San Marcos, first weekend, several deer at 35 yards. They were out of his range (wise choice !)
Second weekend, nicked a branch from the tree-stand shot under a spike.
Third weekend, last hunt, good doe at 15 yards. She froze him 5 different times, once at half draw. He got a perfect lung shot. He tracked her himself and did most of the skinning and quartering. She ran about 50 yards thru the brush and tall wet grass which made it a little tough for him to find.
He's taken several deer in the past but this one was special. He may never go back to a rifle.
I was lucky enough to watch everything from a box blind.


----------



## wet dreams (May 21, 2004)

Congrats, ABSOLTELY GREAT and wise choice on passing the shot @ 35, nice shot, looks like he let the air out of her....WW


----------



## catchysumfishy (Jul 19, 2008)

Awesome Job! Wet grass can be a pain!
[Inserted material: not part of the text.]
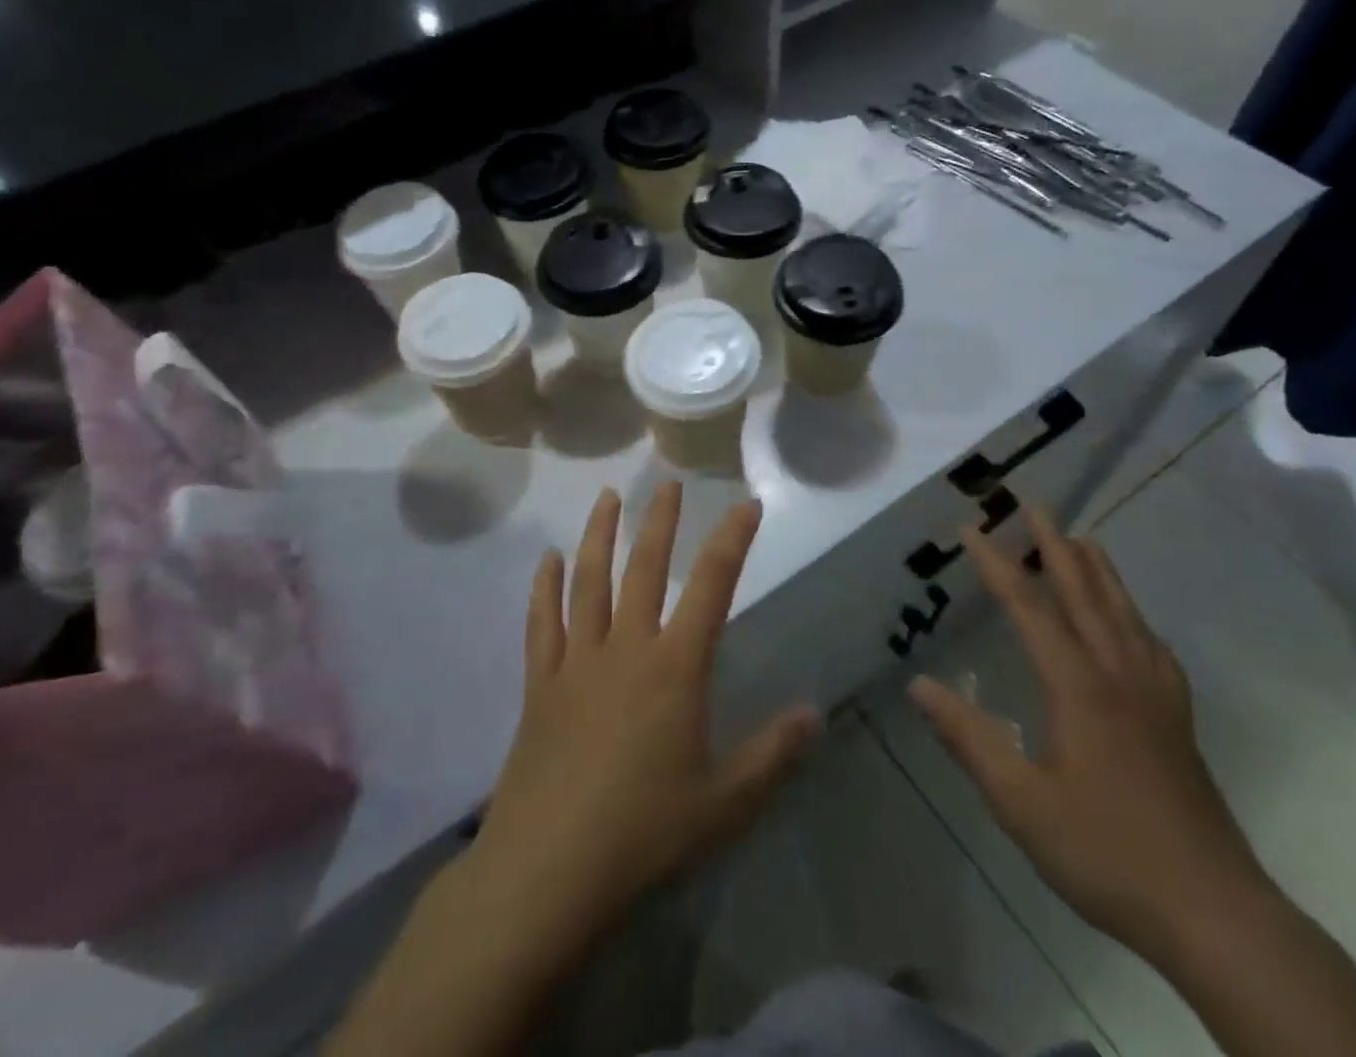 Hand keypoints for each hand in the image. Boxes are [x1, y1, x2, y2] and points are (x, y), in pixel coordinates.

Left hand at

Congrats


----------



## atcfisherman (Oct 5, 2006)

Awesome!!!!!!!!!!!!!!!!! Once you make your first with a bow, you are hooked.


----------



## Bucksnort (Jun 29, 2004)

Great story and glad you were there to witness it.


----------



## RATLTRAP (Sep 16, 2009)

Way to go!


----------



## Chunky (Oct 15, 2006)

congrats, and it looks like a perfect shot.


----------



## huntr4life (Apr 30, 2007)

Congrats!


----------



## wacker (Mar 22, 2006)

Way to go!


Gun for sale????


----------



## Trouthunter (Dec 18, 1998)

Excellent!

TH


----------